Piętro wyglądało na opustoszałe. Jedynie gdzieś z któregoś pokoju dobiegał głośno grający telewizor, na którym uruchomiony był kanał z wiadomościami. Podszedłem do naszych drzwi i je otworzyłem. Miałem nieodparte wrażenie, że ktoś tu był podczas naszej nieobecności.
– Zaczekaj! – Powiedziałem do Aldony.
– Co się dzieje?
– Wydaje mi się, że ktoś tu jest. – Powiedziałem cicho.
Wszedłem bardzo powoli do środka jako pierwszy. Aldona czekała na korytarzu i tylko zaglądała przez otwarte drzwi.
Sprawdziłem najpierw łazienkę. Kolejna była sypialni i zaraz za nią cześć wypoczynkowa z telewizorem. Ten był włączony.
– Czysto - zawołałem.
Aldona właściwie stał już obok mnie.
– Gasiłeś telewizor? - zapytała.
– Tak. Wyciągałem kartę jak wychodziliśmy. To sam zgasł.
– Musiał się włączyć automatycznie jak wsunąłeś kartę do gniazdka.
Popatrzyłem na nią po czym powiedziałem.
– Masz rację. Nie pomyślałem o tym. Jednak dalej mam wrażenie, że ktoś tu był.
– Może, ktoś sprzątał sypialnie i wymienił ręczniki.
– Właściwie to masz znowu rację. W łazience wiszą nowe. – Powiedziałem uspokojony.
– Dobra muszę się czegoś napić. Nastawię wodę na kawę. – Powiedziała Aldona.
– Ja też poproszę.
Aldona zajęła się przygotowanie kawy. Ja uruchomiłem na nowo komputer i przeszedłem do miejsca, w którym wcześniej skończyliśmy. Kiedy usiadła obok mnie na kanapie z dwoma kubkami kawy wszystko było gotowe na dalsze poszukiwania.

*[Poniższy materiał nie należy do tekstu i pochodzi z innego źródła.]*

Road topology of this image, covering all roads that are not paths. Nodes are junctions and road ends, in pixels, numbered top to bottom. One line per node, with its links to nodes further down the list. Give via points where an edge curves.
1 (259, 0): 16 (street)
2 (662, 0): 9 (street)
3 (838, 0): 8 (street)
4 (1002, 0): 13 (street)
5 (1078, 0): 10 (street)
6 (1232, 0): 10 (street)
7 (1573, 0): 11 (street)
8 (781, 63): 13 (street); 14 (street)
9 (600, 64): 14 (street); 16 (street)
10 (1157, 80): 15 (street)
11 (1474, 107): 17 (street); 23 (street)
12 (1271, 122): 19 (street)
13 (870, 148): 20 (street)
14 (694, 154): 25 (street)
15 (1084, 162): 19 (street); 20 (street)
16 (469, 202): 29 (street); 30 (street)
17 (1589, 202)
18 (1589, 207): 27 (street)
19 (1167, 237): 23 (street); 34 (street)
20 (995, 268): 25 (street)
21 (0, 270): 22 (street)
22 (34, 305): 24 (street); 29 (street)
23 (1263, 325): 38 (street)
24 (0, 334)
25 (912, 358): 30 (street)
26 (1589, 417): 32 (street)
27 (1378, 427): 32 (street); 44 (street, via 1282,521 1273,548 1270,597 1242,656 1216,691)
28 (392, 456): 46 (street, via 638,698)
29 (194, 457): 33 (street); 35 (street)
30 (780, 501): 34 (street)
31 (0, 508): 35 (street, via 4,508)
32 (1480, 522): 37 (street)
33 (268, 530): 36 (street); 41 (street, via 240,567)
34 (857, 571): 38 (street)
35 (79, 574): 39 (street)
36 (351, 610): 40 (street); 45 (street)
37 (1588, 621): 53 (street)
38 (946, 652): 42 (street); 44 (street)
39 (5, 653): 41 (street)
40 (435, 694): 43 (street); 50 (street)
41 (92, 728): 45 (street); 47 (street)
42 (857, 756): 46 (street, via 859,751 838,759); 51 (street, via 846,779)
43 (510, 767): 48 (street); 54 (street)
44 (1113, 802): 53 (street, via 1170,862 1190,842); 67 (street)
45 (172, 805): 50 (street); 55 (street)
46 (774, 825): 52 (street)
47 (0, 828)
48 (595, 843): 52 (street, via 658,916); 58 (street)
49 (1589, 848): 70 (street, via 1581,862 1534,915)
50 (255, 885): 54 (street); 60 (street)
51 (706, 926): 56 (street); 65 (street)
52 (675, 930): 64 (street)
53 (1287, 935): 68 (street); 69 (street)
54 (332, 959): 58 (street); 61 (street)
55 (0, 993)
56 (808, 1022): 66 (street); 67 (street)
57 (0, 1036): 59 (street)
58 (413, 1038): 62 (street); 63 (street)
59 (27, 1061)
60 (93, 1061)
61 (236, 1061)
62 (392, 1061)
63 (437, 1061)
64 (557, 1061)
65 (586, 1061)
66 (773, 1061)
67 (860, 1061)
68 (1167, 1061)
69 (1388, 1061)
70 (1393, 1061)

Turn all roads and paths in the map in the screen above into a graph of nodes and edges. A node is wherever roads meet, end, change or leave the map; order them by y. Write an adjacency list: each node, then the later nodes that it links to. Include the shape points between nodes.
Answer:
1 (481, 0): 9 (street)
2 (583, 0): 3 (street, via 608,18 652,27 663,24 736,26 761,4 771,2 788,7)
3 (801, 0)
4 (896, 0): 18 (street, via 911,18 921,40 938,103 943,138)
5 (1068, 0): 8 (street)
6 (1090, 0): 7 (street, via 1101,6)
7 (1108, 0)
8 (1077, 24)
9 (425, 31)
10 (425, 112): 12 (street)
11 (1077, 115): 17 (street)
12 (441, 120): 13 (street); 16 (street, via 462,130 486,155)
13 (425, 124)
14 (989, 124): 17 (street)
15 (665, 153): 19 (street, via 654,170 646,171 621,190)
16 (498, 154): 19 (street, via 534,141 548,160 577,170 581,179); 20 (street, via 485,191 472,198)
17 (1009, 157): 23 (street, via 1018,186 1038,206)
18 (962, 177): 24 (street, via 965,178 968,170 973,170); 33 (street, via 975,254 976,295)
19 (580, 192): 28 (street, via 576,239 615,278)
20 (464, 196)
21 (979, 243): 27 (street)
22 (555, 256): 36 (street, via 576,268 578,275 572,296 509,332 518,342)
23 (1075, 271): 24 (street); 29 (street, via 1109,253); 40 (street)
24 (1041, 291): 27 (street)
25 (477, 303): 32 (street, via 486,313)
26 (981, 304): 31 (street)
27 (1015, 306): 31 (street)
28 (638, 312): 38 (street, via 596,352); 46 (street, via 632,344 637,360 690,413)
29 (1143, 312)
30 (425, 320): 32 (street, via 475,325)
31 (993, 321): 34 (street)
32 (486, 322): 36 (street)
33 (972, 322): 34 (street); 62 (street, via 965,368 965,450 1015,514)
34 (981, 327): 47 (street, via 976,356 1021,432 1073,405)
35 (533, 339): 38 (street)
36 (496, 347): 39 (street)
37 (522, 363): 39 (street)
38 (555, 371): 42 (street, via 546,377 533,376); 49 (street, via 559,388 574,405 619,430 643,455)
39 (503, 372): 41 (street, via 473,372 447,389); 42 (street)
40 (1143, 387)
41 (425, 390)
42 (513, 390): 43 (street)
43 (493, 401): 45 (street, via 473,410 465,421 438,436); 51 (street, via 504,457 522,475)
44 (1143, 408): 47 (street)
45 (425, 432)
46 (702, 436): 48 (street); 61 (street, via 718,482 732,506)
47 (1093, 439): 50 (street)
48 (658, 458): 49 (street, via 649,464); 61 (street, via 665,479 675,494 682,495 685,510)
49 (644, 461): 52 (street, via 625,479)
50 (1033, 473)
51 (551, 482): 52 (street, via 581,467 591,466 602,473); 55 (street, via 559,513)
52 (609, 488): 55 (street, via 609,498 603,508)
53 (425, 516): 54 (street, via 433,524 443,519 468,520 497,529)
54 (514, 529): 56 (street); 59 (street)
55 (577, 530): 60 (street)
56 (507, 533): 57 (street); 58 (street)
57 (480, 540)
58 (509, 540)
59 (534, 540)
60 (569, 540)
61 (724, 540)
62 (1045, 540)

Po jakieś godzinie zorientowałem się, że moje oczy się zamknęły i jestem oparty o jej bok chrapiąc. Przez sen słyszałem jak przeglądając zdjęcia narzeka, że jest tego tak dużo i zapewne nic nie znajdziemy. Że to strata czasu. Tym narzekaniem wybudzała mnie. Usiadłem i zapytałem.
– Jak Ci idzie?
– Du... – Nie skończyła, a ja się uśmiechnąłem.
– Idę do toalety.
Kiedy byłem w środku nagle usłyszałem jej głos. Wołała mnie.
– Jest. Mam. Znalazłam go. To ten facet. Miłosz chodź. Znalazłam. To na pewno jest on.
Wyskoczyłem z łazienki i zobaczyłem na ekranie zdjęcie, na którym stało kilku żołnierzy. W śród nich był też Artur. Ale co ciekawe stała tam też pewna dziewczyna. Dziewczyna, którą dobrze znałem. Helga. Helga von Dennik. Córka jednego z oprawców III Rzeszy. Kobieta, którą dobrze pamiętałem. Zdjęcie było zrobione na balu. Była tam też inna dobrze mi znana osoba. Osoba, której nigdy bym się tam nie spodziewał. Zresztą jak ją tam wtedy zobaczyłem na tym balu byłem mocno zaniepokojony jej obecnością. Wspomnienia. Wspomnienia zaczęły mnie zalewać. W oku pojawiła się mała zła, która opadła mi na policzek i spłynęła po nim na podłogę rozbijając się na niej.
– Pamiętam – powiedziałem smutniejąc.